▶ [DATA RECORDS]

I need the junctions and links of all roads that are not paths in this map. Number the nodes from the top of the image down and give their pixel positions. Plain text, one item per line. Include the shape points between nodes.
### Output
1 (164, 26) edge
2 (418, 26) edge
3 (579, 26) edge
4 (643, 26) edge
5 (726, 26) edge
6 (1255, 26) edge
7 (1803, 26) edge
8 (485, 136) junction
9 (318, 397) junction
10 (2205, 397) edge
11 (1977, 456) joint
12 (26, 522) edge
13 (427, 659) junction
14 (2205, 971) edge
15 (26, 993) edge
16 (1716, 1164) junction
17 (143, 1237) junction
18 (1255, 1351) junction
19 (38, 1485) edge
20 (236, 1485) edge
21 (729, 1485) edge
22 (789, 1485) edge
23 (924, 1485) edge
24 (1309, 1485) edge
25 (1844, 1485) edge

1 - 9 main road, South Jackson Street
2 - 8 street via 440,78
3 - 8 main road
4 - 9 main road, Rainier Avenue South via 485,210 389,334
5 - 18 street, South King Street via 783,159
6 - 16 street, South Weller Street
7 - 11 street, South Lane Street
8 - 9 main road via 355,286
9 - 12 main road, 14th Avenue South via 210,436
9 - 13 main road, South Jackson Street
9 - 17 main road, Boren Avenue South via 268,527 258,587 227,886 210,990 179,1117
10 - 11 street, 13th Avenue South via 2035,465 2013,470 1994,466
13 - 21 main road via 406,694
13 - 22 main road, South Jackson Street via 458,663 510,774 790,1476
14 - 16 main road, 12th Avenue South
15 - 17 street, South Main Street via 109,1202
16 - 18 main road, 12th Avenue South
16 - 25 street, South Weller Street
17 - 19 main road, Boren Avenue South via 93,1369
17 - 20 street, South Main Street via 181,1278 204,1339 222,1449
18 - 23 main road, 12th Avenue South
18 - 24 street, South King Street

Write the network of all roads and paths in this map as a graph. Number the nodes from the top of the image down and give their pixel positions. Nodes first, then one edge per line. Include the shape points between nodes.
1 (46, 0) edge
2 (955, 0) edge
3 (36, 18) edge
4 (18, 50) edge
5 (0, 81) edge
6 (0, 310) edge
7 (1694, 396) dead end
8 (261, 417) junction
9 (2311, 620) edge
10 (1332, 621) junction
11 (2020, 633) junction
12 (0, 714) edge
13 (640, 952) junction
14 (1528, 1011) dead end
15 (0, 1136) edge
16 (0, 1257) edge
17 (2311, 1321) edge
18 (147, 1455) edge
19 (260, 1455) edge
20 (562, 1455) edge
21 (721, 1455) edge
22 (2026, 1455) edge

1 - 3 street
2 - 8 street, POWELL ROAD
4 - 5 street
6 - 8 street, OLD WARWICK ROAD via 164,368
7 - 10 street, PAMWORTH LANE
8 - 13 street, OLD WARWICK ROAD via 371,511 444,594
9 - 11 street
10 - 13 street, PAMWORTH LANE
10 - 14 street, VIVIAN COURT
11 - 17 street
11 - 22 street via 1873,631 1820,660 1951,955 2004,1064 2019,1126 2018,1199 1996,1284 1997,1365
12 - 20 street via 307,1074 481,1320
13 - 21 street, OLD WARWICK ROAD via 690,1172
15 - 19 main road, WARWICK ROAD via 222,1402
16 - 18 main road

▶ [ACTIVITY] Your task is to transcribe the line containing "Write the network" and every line after it, through the last line of the data, exactly as written and with nothing more.

▶ [RESPONSE AREA]
Write the network of all roads and paths in this map as a graph. Number the nodes from the top of the image down and give their pixel positions. Nodes first, then one edge per line. Include the shape points between nodes.
1 (46, 0) edge
2 (955, 0) edge
3 (36, 18) edge
4 (18, 50) edge
5 (0, 81) edge
6 (0, 310) edge
7 (1694, 396) dead end
8 (261, 417) junction
9 (2311, 620) edge
10 (1332, 621) junction
11 (2020, 633) junction
12 (0, 714) edge
13 (640, 952) junction
14 (1528, 1011) dead end
15 (0, 1136) edge
16 (0, 1257) edge
17 (2311, 1321) edge
18 (147, 1455) edge
19 (260, 1455) edge
20 (562, 1455) edge
21 (721, 1455) edge
22 (2026, 1455) edge

1 - 3 street
2 - 8 street, POWELL ROAD
4 - 5 street
6 - 8 street, OLD WARWICK ROAD via 164,368
7 - 10 street, PAMWORTH LANE
8 - 13 street, OLD WARWICK ROAD via 371,511 444,594
9 - 11 street
10 - 13 street, PAMWORTH LANE
10 - 14 street, VIVIAN COURT
11 - 17 street
11 - 22 street via 1873,631 1820,660 1951,955 2004,1064 2019,1126 2018,1199 1996,1284 1997,1365
12 - 20 street via 307,1074 481,1320
13 - 21 street, OLD WARWICK ROAD via 690,1172
15 - 19 main road, WARWICK ROAD via 222,1402
16 - 18 main road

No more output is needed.